En este sentido, recalcó que la balanza no se puede ir sobre un lado sino que se tiene que buscar el diálogo para bien del pueblo, porque solamente si hay un error político puede haber una guerra, ya que es una derrota política general que afecta a la humanidad.

Postura

En cuanto a la intervención del papa Francisco en el conflicto entre los países europeos, apuntó que la Iglesia está interviniendo por medio de la oración, ya que es una fuerza que no se ve, pero que es eficaz, debido a que muchas cosas en la historia se han logrado a través de ella, incluso en casos personales y familiares.

Debe buscarse el diálogo

Expuso que Europa tiene que intervenir para lograr el diálogo, por eso están a la expectativa y en apariencia apoyan a Ucrania, pero lo que están haciendo es buscar que haya diálogo, por lo que dijo que esta es la solución, ya que se debe escuchar el sufrimiento del pueblo y buscar la solución.

De la misma manera, sumó que ningún país por más poderoso que sea quiere la guerra, el poder enloquece y embrutece, porque quien va a la guerra termina perdiendo, y a pesar de que sea poderoso, termina aislado y se va ahogando.

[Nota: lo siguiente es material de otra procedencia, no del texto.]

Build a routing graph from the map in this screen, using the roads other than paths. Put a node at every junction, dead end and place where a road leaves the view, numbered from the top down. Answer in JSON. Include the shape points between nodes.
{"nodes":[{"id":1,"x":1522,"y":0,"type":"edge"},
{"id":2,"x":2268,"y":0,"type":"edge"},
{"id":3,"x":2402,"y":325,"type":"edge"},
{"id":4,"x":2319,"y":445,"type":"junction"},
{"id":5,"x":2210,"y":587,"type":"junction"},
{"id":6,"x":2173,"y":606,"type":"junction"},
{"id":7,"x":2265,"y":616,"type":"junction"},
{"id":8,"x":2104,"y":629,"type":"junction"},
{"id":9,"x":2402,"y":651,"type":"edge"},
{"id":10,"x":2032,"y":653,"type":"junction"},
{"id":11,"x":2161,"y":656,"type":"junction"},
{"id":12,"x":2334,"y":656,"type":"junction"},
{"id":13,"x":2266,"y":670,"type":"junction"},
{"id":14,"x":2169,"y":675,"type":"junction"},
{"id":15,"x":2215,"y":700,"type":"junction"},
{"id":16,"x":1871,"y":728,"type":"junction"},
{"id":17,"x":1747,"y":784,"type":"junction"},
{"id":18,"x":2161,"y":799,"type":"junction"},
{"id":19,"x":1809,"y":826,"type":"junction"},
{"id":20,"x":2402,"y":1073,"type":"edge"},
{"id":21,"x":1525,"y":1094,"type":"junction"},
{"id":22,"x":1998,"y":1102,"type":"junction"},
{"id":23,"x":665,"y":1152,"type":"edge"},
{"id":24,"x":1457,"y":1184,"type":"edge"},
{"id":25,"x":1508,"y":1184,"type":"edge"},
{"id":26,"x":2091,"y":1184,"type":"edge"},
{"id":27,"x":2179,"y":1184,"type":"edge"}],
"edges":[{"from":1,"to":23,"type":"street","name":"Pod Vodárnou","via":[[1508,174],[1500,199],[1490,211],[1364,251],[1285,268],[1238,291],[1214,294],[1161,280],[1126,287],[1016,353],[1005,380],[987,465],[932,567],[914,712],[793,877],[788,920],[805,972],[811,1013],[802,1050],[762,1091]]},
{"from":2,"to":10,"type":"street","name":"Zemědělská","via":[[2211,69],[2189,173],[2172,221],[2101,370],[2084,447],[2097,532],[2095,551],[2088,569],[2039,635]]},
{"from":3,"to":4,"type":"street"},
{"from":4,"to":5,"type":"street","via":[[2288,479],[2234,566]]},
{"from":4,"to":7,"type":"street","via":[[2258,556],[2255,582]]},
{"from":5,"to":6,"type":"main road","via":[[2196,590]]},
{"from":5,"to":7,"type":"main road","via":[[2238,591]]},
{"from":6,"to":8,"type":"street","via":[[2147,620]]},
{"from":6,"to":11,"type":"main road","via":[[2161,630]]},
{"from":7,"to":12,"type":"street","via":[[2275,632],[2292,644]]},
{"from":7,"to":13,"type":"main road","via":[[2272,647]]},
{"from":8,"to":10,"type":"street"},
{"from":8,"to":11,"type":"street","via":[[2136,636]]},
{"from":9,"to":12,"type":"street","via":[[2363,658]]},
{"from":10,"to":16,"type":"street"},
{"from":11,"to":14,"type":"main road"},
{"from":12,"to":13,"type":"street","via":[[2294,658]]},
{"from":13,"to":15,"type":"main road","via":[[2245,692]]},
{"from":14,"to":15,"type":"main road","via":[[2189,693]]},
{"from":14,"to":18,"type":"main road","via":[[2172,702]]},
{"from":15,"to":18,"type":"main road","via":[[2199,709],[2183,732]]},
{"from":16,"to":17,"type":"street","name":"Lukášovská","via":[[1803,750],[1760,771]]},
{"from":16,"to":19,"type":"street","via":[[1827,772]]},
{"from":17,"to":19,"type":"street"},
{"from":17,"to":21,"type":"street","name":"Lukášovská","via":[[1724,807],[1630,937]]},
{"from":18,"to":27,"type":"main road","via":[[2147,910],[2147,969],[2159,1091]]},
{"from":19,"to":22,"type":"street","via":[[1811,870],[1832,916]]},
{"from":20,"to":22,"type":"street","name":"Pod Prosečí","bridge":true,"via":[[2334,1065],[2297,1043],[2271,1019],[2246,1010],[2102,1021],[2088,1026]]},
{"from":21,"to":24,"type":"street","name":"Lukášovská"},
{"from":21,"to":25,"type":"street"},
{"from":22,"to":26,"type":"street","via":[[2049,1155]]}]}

Finalmente, el arzobispo invitó a considerar la oración perseverante, la cual puede ser la contribución a la paz, por lo que dijo que como obispo exhorta a responder con generosidad, creatividad y constancia al llamado que ha hecho el papa Francisco, es decir, a unirnos este próximo Miércoles de Ceniza y “con todo el corazón” a la Jornada de Oración y Ayuno por la Paz entre Rusia y Ucrania, así como en todo el mundo: “Que María, reina de la paz, preserve al mundo de la locura de la guerra y que nos libre del cáncer de la violencia que se agudiza en la locura de la guerra”.